A doença celíaca (DC) é caracterizada como uma condição inflamatória crônica do trato gastrointestinal, que acomete primariamente o intestino delgado, causando atrofia das vilosidades e má absorção de nutrientes. A DC ocorre em indivíduos geneticamente susceptíveis, que, a partir de gatilhos ambientais, desenvolvem uma resposta imune secundária à ingestão de glúten. Os pacientes podem apresentar diversos graus de inflamação intestinal, desde linfocitose intraepitelial até grave infiltração subepitelial, resultando em atrofia vilositária e hiperplasia de criptas.
Atualmente, o único tratamento disponível para DC é uma dieta sem glúten, que promove a resolução quase completa dos sintomas e a cicatrização da mucosa. Para ampliar as possibilidades de tratamento, estudos recentes têm considerado alternativas de tratamento, incluindo probióticos.
O estudo sobre a microbiota intestinal e sua potencial relação com doenças inflamatórias e autoimunes vem sendo amplamente discutido na literatura. No geral, a maioria das biópsias de duodeno e de fezes de pacientes com DC revela alterações como diminuição de Lactobacillus spp., Enterococci, Firmicutes e Bifidobacterium e aumento do número de bactérias Gram negativas, Bacteroides e Staphylococcus.
Esse desequilíbrio parece ser particularmente importante na patogênese da DC, e por isso ampliou-se o interesse nos probióticos como alvos terapêuticos. Pacientes com DC apresentam, ainda, uma desproporção de Firmicutes/Bacteroidetes, que não é completamente restabelecida com uma dieta livre de glúten.
A imunorreatividade a antígenos microbianos de espécies raras e potencialmente patogênicas também pode desempenhar um papel no desenvolvimento de DC ou perpetuar a inflamação durante a doença ativa. O gênero Pseudomonas tem sido um dos mais bem estudados em termos de mecanismos moleculares ligados à patogênese da DC. Anticorpos anti-I2 associados a Pseudomonas também foram detectados durante os estágios iniciais da doença e permaneceram elevados naqueles pouco responsivos à dieta sem glúten.
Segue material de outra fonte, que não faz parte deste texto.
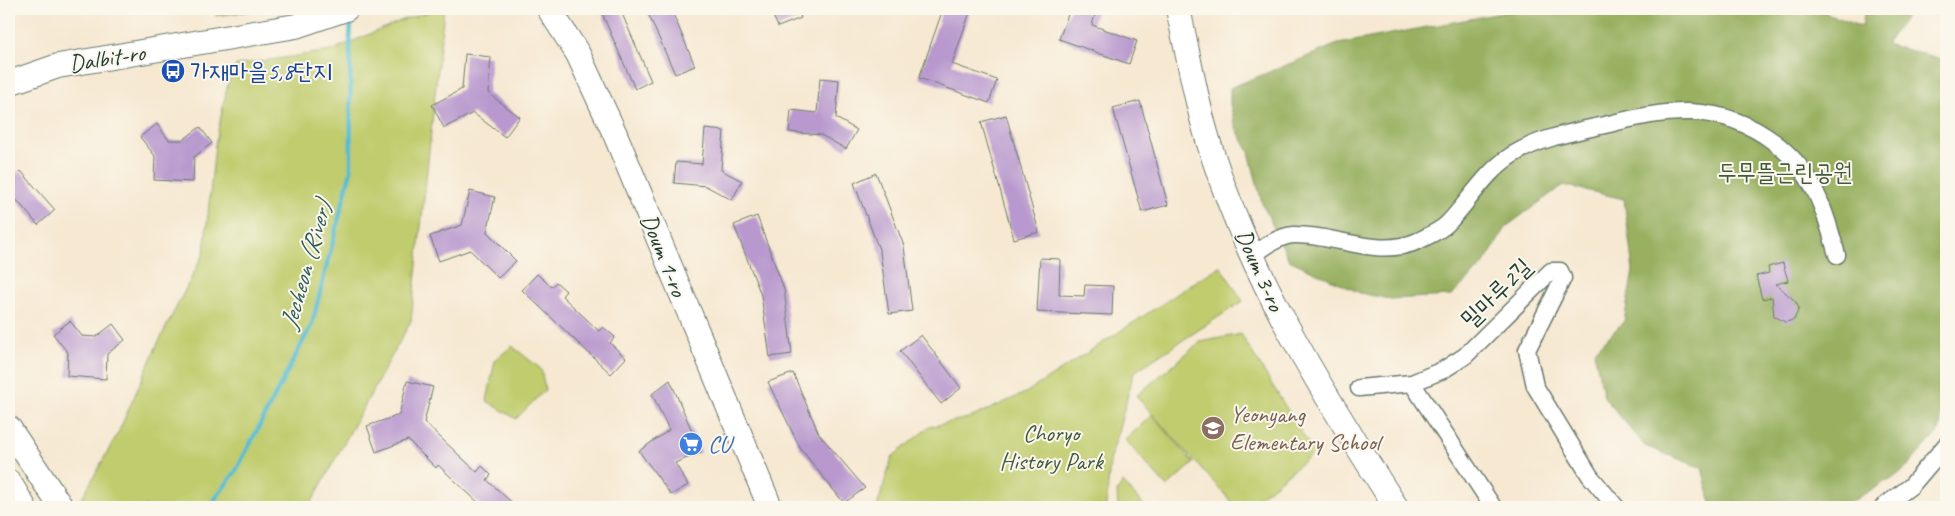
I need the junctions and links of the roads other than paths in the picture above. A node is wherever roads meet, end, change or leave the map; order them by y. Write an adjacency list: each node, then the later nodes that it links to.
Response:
1 (346, 9): 4 (street, Dalbit-ro)
2 (548, 9): 14 (street, Doum 1-ro)
3 (1178, 9): 6 (street, Doum 3-ro)
4 (9, 83)
5 (1837, 255): 6 (street)
6 (1251, 257): 15 (street, Doum 3-ro)
7 (1412, 383): 8 (street, 밀마루2길); 16 (street); 17 (street, 밀마루2길)
8 (1359, 388)
9 (9, 428): 13 (street)
10 (1946, 445): 18 (street)
11 (9, 482): 12 (street)
12 (24, 507)
13 (61, 507)
14 (770, 507)
15 (1396, 507)
16 (1493, 507)
17 (1616, 507)
18 (1883, 507)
Peptídeos de glúten podem ser digeridos por enzimas bacterianas (elastase de P. aeruginosa) para produzir peptídeos de gliadina imunogênicos, que podem facilmente translocar a barreira epitelial do intestino delgado e estimular respostas de células T pró-inflamatórias em pacientes com DC. Muitos táxons bacterianos da cavidade oral, intestino delgado e fezes são capazes de degradar o glúten e seu peptídeo imunogênico. No entanto, a capacidade metabólica coletiva de glutén pelo microbioma ao longo do trato gastrointestinal é individual.
Parece haver uma futura tendência na introdução de cepas de Bifidobacterium breve e longum como auxiliares da dieta. Tais probióticos atuam como potentes moduladores da resposta imune periférica, reduzindo citocinas pró-inflamatórias (TNF-alfa), induzindo a produção de citocinas anti-inflamatórias (IL-10) pela resposta imune Th1 e prevenindo a inflamação da mucosa intestinal. Além disso, podem atuar na restauração da desproporção entre Firmicutes/Bacteroidetes nos indivíduos com DC.
Uma meta-análise recente concluiu que os probióticos podem melhorar os sintomas gastrointestinais em pessoas com DC. Além disso, seu uso terapêutico atingiu a fase de ensaios clínicos e tem se mostrado seguro, apesar do uso clínico ainda requerer maiores investigações.
Referências:
Jedwab CF, Roston BCMB, Toge ABFS, et al. The role of probiotics in the immune response and intestinal microbiota of children with celiac disease: a systematic review. Rev Paul Pediatr. 2021;40:e2020447.
Galipeau, H.J., Verdu, E.F. The double-edged sword of gut bacteria in celiac disease and implications for therapeutic potential. Mucosal Immunol (2022).